In its current form, our new type isn’t very useful; we can really only use JsonType values for making JsonArrays or JsonObjects (or with the automatic stuff Haskell did thanks to our deriving statement). Creating a library in Haskell (and in many languages) is a matter of creating the necessary types, and the operations that work on those types. That means we need to define some functions!

What functions do we need? Now’s a good time for a look at the Big Picture:

What is our goal?

I think it’s important to not lose focus of why we created JsonType in the midst of learning how to do it. So keeping in mind that our end goal is translating data to JSON and back again, it makes sense that we need some functions to help with this conversion.

Our JsonType serves as a good “programmy” representation of JSON; we can now write functions that read JSON-formatted files or streams (for example, customer order data from a website) and convert that text into Haskell by outputting JsonType values. Likewise, we can imagine writing functions that then extract the useful data out of JsonTypes, for actual use (for example, in order to total up the line items of a customer’s order, we need to get the “number part” out of JsonNumber so we can add them). Finally, we’ll probably want a way to spit out JSON to the outside world, and we can write functions that can output JSON when given data in JsonType form.

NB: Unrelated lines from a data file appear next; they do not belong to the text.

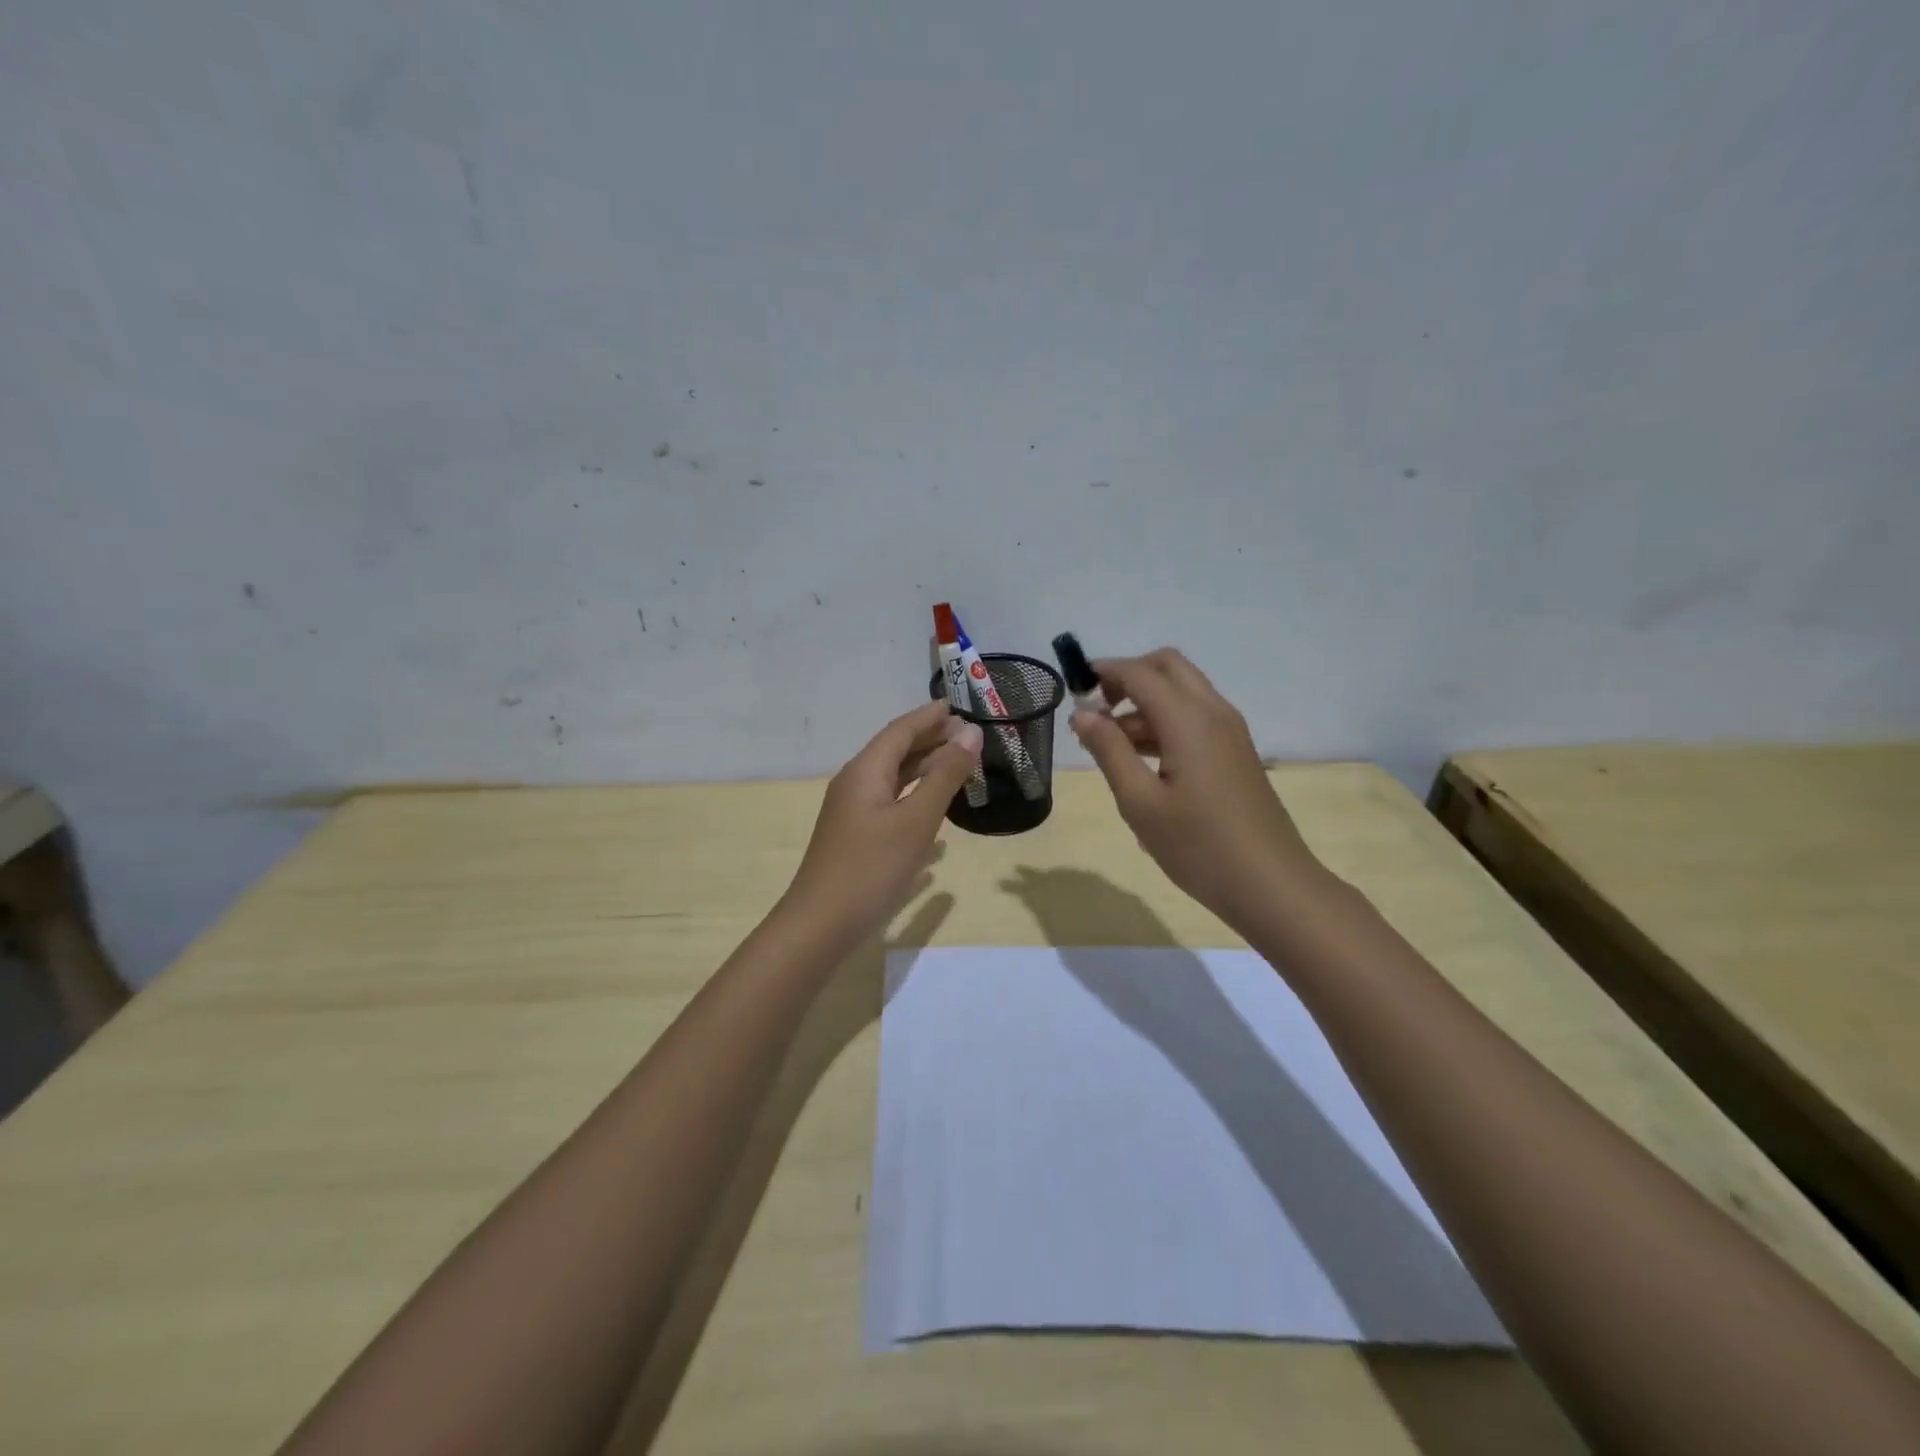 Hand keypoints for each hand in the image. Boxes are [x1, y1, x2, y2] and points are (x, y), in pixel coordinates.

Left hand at [782, 700, 982, 950]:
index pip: (901, 730)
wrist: (821, 924)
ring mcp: (853, 812)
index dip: (930, 716)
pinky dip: (916, 798)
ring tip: (958, 765)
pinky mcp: (856, 838)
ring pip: (893, 779)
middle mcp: (855, 784)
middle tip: (967, 734)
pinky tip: (936, 814)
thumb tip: (971, 733)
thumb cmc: (872, 867)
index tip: (959, 706)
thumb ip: (945, 775)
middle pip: (895, 751)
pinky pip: (890, 804)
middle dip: (930, 739)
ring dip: (925, 769)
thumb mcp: (917, 819)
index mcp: (865, 771)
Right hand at [1071, 648, 1322, 929]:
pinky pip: (1195, 717)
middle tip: (1098, 712)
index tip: (1073, 694)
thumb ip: (1109, 751)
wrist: (1271, 886)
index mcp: (1188, 719)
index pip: (1139, 673)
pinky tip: (1143, 764)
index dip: (1102, 674)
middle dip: (1128, 677)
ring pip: (1182, 692)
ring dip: (1144, 703)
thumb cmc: (1198, 846)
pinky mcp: (1235, 752)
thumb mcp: (1140, 802)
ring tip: (1111, 748)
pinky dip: (1164, 722)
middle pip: (1167, 667)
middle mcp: (1213, 712)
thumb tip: (1082, 714)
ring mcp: (1230, 731) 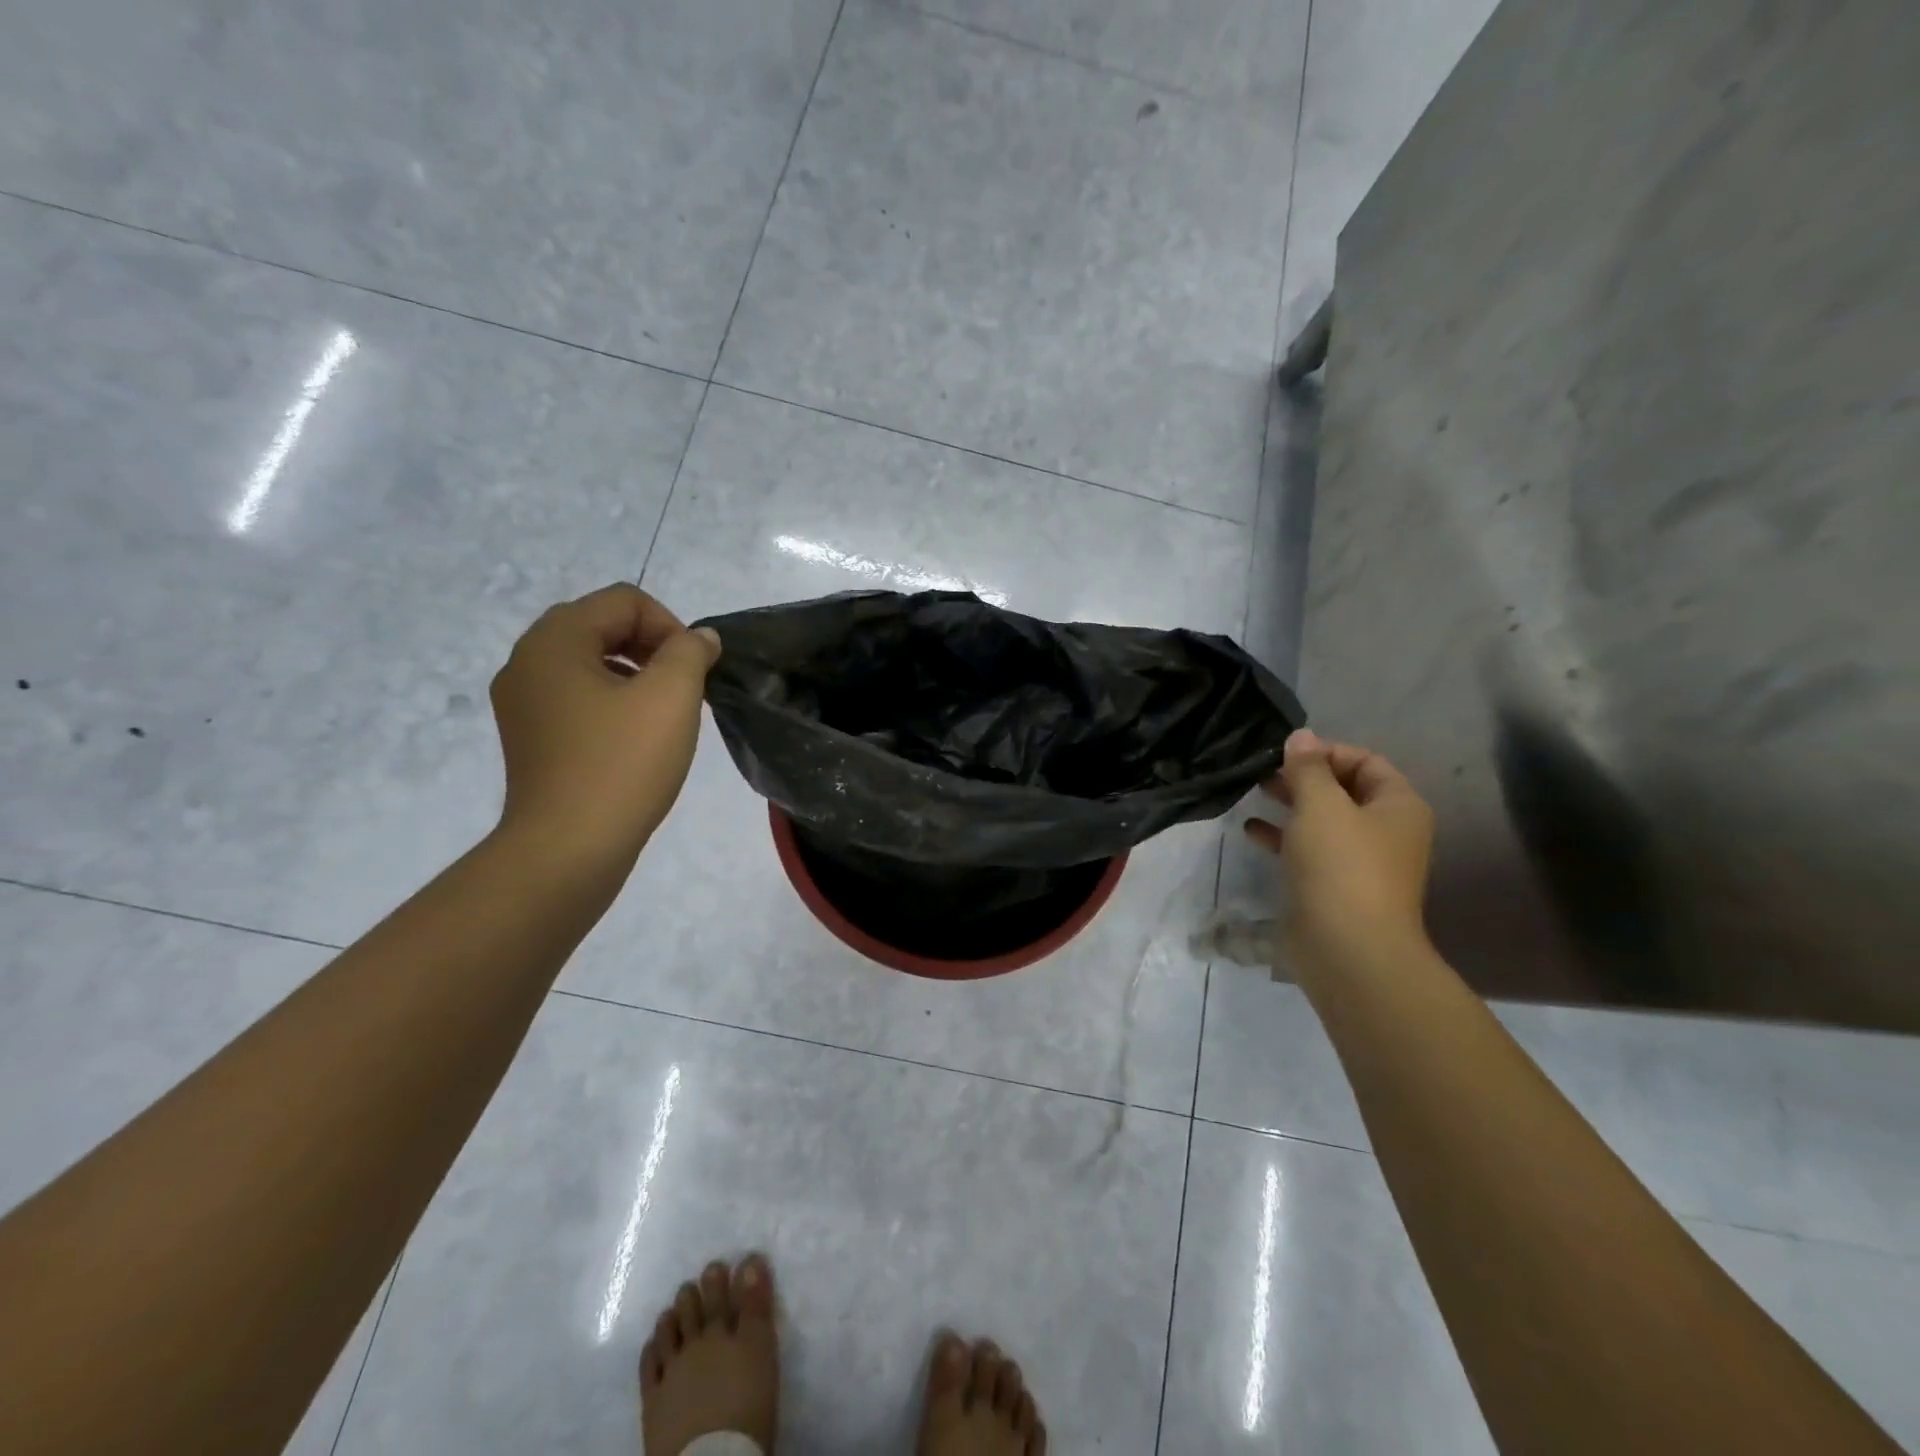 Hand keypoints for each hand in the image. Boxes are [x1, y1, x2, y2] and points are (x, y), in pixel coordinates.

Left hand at [490, 584, 720, 866]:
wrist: (568, 850)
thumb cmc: (622, 765)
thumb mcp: (671, 697)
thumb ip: (690, 652)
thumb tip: (698, 639)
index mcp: (554, 641)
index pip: (623, 601)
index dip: (670, 625)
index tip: (695, 670)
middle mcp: (527, 661)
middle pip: (600, 624)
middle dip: (652, 646)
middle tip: (683, 686)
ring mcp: (522, 703)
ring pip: (588, 662)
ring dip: (634, 673)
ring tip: (664, 713)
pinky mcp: (529, 737)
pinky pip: (576, 696)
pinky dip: (612, 701)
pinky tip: (637, 737)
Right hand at [1245, 728, 1435, 975]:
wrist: (1347, 949)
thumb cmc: (1340, 866)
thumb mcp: (1320, 805)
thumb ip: (1307, 768)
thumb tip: (1300, 736)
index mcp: (1397, 806)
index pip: (1365, 761)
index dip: (1326, 751)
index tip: (1284, 753)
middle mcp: (1385, 831)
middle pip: (1343, 789)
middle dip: (1303, 777)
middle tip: (1263, 771)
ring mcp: (1360, 862)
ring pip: (1323, 820)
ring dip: (1290, 804)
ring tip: (1254, 793)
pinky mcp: (1333, 887)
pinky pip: (1308, 850)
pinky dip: (1282, 836)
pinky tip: (1251, 831) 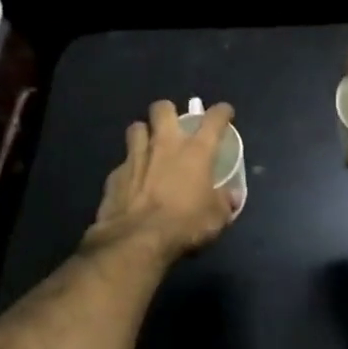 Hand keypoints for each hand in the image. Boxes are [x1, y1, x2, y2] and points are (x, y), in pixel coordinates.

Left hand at [84, 100, 237, 261]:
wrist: (137, 239)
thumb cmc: (185, 224)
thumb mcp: (216, 218)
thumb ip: (225, 202)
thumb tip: (232, 197)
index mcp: (196, 151)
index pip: (213, 119)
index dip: (221, 112)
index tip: (224, 113)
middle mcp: (165, 144)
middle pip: (162, 108)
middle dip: (168, 111)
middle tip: (174, 126)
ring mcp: (136, 156)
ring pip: (137, 127)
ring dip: (144, 133)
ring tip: (149, 146)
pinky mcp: (115, 174)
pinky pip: (123, 162)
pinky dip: (130, 167)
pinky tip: (133, 181) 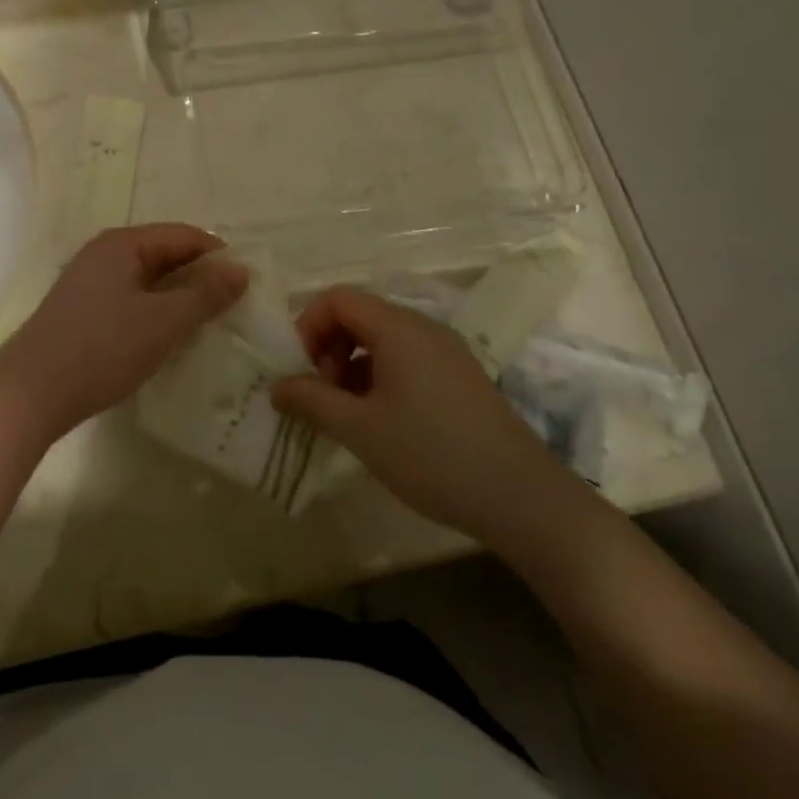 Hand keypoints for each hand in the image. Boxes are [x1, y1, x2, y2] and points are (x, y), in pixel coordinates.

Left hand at [0, 224, 246, 445]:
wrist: (29, 394)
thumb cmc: (101, 349)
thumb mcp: (162, 322)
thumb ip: (205, 294)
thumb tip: (241, 269)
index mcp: (123, 243)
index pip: (184, 235)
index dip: (218, 257)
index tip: (247, 288)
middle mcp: (104, 253)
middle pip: (165, 254)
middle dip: (199, 279)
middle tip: (232, 311)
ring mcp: (89, 281)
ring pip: (148, 280)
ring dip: (178, 298)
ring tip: (206, 328)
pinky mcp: (81, 310)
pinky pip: (130, 298)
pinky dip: (154, 312)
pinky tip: (166, 339)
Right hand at [270, 288, 575, 541]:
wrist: (523, 499)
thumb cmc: (432, 456)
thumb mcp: (360, 430)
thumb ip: (312, 400)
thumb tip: (276, 387)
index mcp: (398, 328)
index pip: (337, 298)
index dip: (308, 326)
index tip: (301, 370)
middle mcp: (423, 327)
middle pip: (359, 314)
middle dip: (329, 346)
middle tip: (324, 393)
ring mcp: (446, 351)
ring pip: (382, 338)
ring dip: (353, 364)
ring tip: (349, 412)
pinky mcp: (460, 376)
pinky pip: (407, 357)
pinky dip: (380, 375)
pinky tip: (382, 420)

Let’s put that in words. Programmy words.

A great way to write programs in a language with an expressive type system is to express our goal via “function blueprints,” if you will–just writing the type signatures without worrying about implementation yet. Let’s take a shot at it, writing types for what we outlined as desired functionality:

-- Going from real JSON to our Haskell JsonType
fromJson :: String -> JsonType
-- Extracting actual data for manipulation
extractData :: JsonType -> ??
-- Saving data as JSON
toJson :: JsonType -> String

Not too bad so far. We can imagine how getting fromJson and toJson will work; given a string containing JSON-formatted text, we will figure out a way to parse the text and end up with a JsonType. Similarly, if we have a JsonType, we can figure out how to print it with JSON syntax. The tricky thing to think about the type of seems to be extracting values from our new type; after all, the result could be a number of different types (a Double, a String, a list of stuff, etc.). So we’ll need to break that down more:

extractString :: JsonType -> String
extractDouble :: JsonType -> Double
extractBool   :: JsonType -> Bool
extractObject :: JsonType -> [(String, JsonType)]  -- Remember, "object" in JSON terms is a collection of key-value pairs
extractArray  :: JsonType -> [JsonType]  -- Remember, we are representing a JSON array as a list

Now we’re getting somewhere! Oh wait, we forgot one of our JsonTypesJsonNull. Looking at our type definition, we didn’t wrap an existing Haskell type to make a JsonNull; “null” can really only be one thing (the absence of a value), and therefore it’s not necessary to “extract” data out of it (we’d always get the same thing!). Of course, we do need a way of telling if we are dealing with a null value:

isNull :: JsonType -> Bool

Why boilerplate?

Users of dynamically-typed languages are probably not excited about having to write a function for every different type that can be extracted from a JsonType. Haskell recognizes that dealing with types sometimes requires more typing (no pun intended), and provides a shortcut or two to help out. The primary one is via record syntax, which I won’t talk about here. Suffice to say it’s quite easy to have Haskell automatically create “accessor functions” like our extract functions above for a type we define. So don’t worry too much!

Implementation

Now that we’ve sketched out some functions, we can start implementing them. During this process, we might think of other functions that would be nice to have. I personally like to pretend such methods existed, then go back and implement them once I’m done with whatever I was doing.

Stubbing out functions
It often happens that we want to compile our source file in order to test a particular function we’ve written. It’s probably the case that we want to do this before implementing every function we’ve dreamed up. We shouldn’t let unimplemented functions prevent us from a quick compile to test what we’ve already done!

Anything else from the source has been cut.